BERMUDA RECTANGLE
Every winter, cruising boats heading from the East Coast to the Caribbean are abandoned in bad weather and their crews rescued by the Coast Guard or a nearby ship. Often this occurs in a region that has for centuries been infamously known as the Bermuda Triangle, the patch of water described by a triangle with Bermuda at its top, Miami, Florida to the west and Puerto Rico on the south.
There are all sorts of theories about what makes the triangle so dangerous that range from alien abductions to sea monsters to magnetic anomalies to vast underwater sinkholes that swallow up ships. In ages past when little was known scientifically about the oceans and our earth’s climate, mysteries abounded and legends grew to describe the unknown.

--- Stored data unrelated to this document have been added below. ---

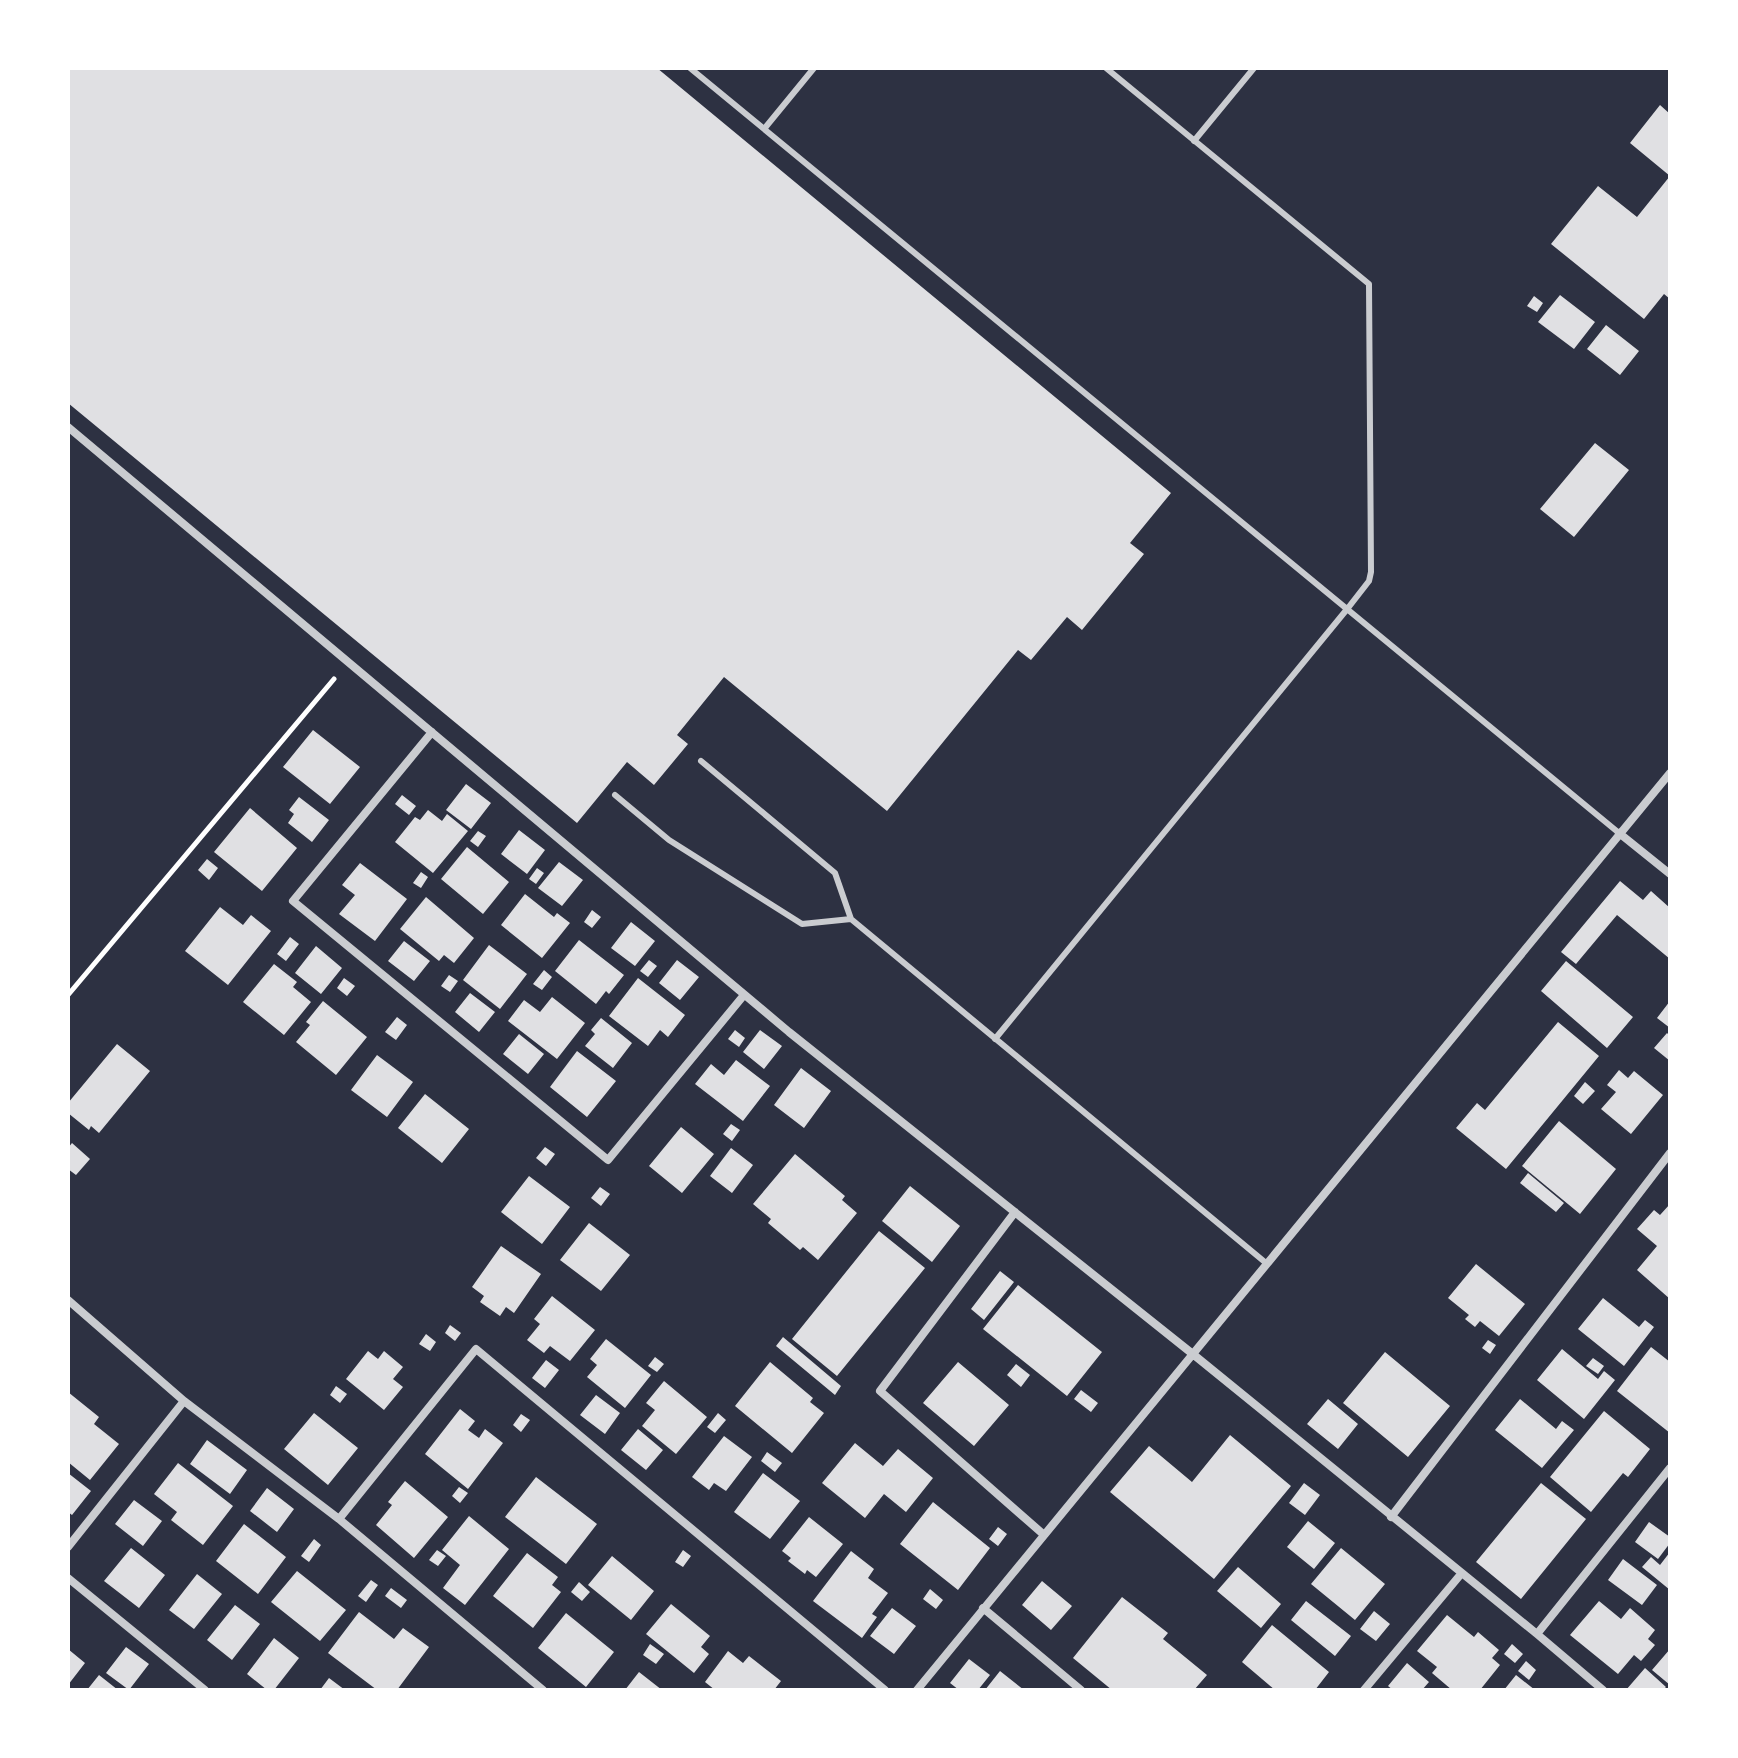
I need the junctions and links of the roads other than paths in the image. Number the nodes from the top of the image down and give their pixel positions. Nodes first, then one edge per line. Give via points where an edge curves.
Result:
1 (690, 68) edge
2 (814, 68) edge
3 (1106, 68) edge
4 (1254, 68) edge
5 (764, 129) junction
6 (1194, 141) junction
7 (68, 427) edge
8 (1348, 608) junction
9 (432, 732) junction
10 (701, 761) dead end
11 (1670, 773) edge
12 (615, 795) dead end
13 (1619, 833) junction
14 (1670, 874) edge
15 (851, 919) junction
16 (744, 995) junction
17 (995, 1039) junction
18 (1670, 1153) edge
19 (1015, 1212) junction
20 (1266, 1263) junction
21 (68, 1300) edge
22 (1194, 1355) junction
23 (184, 1401) junction
24 (1670, 1468) edge
25 (1391, 1517) junction
26 (339, 1519) junction
27 (1043, 1534) junction
28 (68, 1547) edge
29 (1461, 1574) junction
30 (68, 1578) edge
31 (983, 1608) junction
32 (1537, 1634) junction
33 (205, 1690) edge
34 (543, 1690) edge
35 (885, 1690) edge
36 (917, 1690) edge
37 (1081, 1690) edge
38 (1364, 1690) edge
39 (1603, 1690) edge

1 - 5 lane
2 - 5 lane
3 - 6 lane
4 - 6 lane
5 - 8 lane
6 - 8 lane via 1369,284 1371,572
7 - 9 street
8 - 13 lane
8 - 17 lane
9 - 16 street
9 - 16 street via 293,901 608,1160
10 - 15 lane via 835,873
11 - 13 street
12 - 15 lane via 669,840 802,924
13 - 14 street
13 - 20 street
15 - 17 lane
16 - 19 street
17 - 20 lane
18 - 25 street
19 - 22 street
19 - 27 street via 880,1391
20 - 22 street
21 - 23 street
22 - 25 street
22 - 27 street
23 - 26 street
23 - 28 street
24 - 32 street
25 - 29 street
26 - 34 street
26 - 35 street via 476,1349
27 - 31 street
29 - 32 street
29 - 38 street
30 - 33 street
31 - 36 street
31 - 37 street
32 - 39 street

Today, we have a better idea of what is going on out there and don’t have to rely on legends for explanations. To my mind, though, the triangle should really be the Bermuda Rectangle, using the three points of the triangle and adding a fourth at Cape Hatteras. (It’s really a quadrilateral but rectangle sounds better.) The reason for this is that so many seafaring mishaps and disasters have and still do occur in the waters southeast of Hatteras as well as out in the region of the triangle.
The factors that contribute to the sudden and violent weather patterns that you can find in the rectangle flow from the combined forces of the Gulf Stream, the Jet Stream over the continent, the warm moist air that rises over the Gulf of Mexico and the stream of low pressure systems that ride the Jet Stream from west to east. All of these forces meet in the rectangle. Often, the region southeast of Hatteras on the southeast side of the Gulf Stream is the most active and dangerous spot.
In summer, when the Atlantic is warm and the Jet Stream is flowing across the continent fairly far to the north, the rectangle will see fewer sudden storms. But from fall right through spring, the more dangerous weather pattern comes into play. Experienced sailors who have navigated through the Bermuda Rectangle know that from late spring to early fall you can get good weather windows that will last up to a week. This is the time they choose to sail south or north through the rectangle.
They also know that starting around November 1, the low pressure systems that are created by this confluence of weather factors become much more common. Right through the winter it is very hard to find a weather window in the Bermuda Rectangle that lasts more than three days and often these windows are measured in hours instead of days.
That’s why prudent skippers heading south to the Caribbean for the winter from the East Coast will do their utmost to be underway as soon after November 1 as possible. The rule of thumb is that you can leave from north of Hatteras up until November 15. After that you should head down the East Coast and depart from Beaufort, Charleston or even Jacksonville on a northwest clearing breeze that follows a passing low pressure system. Riding that breeze east, you try to get south of Bermuda before turning south to cross the easterly trade winds that you will sail in all winter.
No cruising sailor or delivery skipper has to sail through the top of the Bermuda Rectangle in winter. Those who do put themselves and their potential rescuers at an unnecessary risk.